I'm in the US Army, and when I joined I could only do 45 pushups in 2 minutes. In Korea, when I did the Pyramid Push-up program, at my peak , I did 105 push-ups in 2 minutes, but my LT who was counting took 15 off, because I did some of them wrong.
Now, assuming the canadian pt test is anything like the American one, here's some things to remember
There is a difference between a "push-up" and an "army push-up"
If you wanna max out on the PT test for your age group, start with your hands a little lower, beneath your pecs is usually where I go, at about shoulder width. This lets me use other muscles/joints, and when I tire those out, I spread my arms a little wider and use different ones so I can score higher.
Remember, since your push-ups are going to be GRADED by someone who doesn't like you, doing 1 perfect push-up is ALOT better then 10 shitty ones that wont be counted.
****Keep your back straight, DO NOT ARCH OR SAG IN THE MIDDLE while coming up or going down. That means you gotta keep your abs and lower back stable, so work on those too. It is 100x easier to do this if you just look straight forward with your head as opposed to keeping your head down with your eyes looking at the ground.

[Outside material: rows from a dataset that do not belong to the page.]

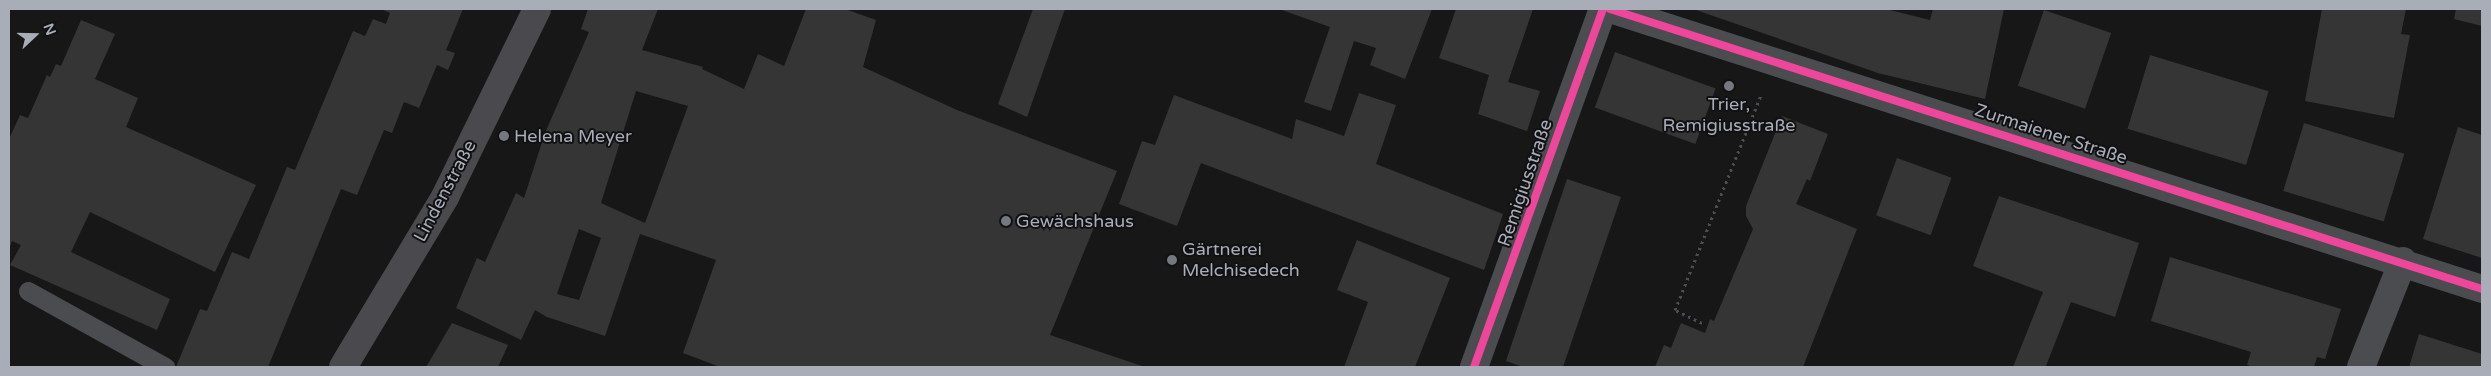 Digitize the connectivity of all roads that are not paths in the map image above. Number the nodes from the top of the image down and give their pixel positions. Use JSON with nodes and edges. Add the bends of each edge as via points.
{"nodes":[{"id":1,"x":537,"y":9,"type":"edge"},
{"id":2,"x":1603,"y":9,"type":"edge"},
{"id":3,"x":1610,"y":9,"type":"edge"},
{"id":4,"x":2403,"y":261,"type":"junction"},
{"id":5,"x":2482,"y":289,"type":"edge"},
{"id":6,"x":28,"y":290,"type":"dead end"},
{"id":7,"x":165,"y":367,"type":"edge"},
{"id":8,"x":343,"y":367,"type":"edge"},
{"id":9,"x":1474,"y":367,"type":"edge"},
{"id":10,"x":2361,"y":367,"type":"edge"}],
"edges":[{"from":1,"to":8,"type":"main road","name":"Lindenstraße","via":[[445,197]]},
{"from":2,"to":9,"type":"street","name":"Remigiusstraße"},
{"from":3,"to":4,"type":"street","name":"Zurmaiener Straße"},
{"from":4,"to":5,"type":"street","name":"Zurmaiener Straße"},
{"from":4,"to":10,"type":"street"},
{"from":6,"to":7,"type":"lane"}]}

But yeah, what worked for me was doing something like a pyramid. After we would get off working the road, I would go to the gym mat and do 40 push-ups, and then 40 sit-ups, 39 push-ups and then 39 sit-ups. I would go all the way to 1. I guess you could call it half a pyramid :icon_lol:
But anyway, after I finished with that, my reward was hitting the weights. My goal was too get past that fucking torture so I could go into the air conditioned gym.
Hell, you could even do deck of cards PT. For red cards do push-ups, black cards do sit-ups, jacks, queens, kings and aces could be alternate exercises or an increased amount of push-ups/ sit ups. I mean, its really all up to you man. You're only limited by your imagination.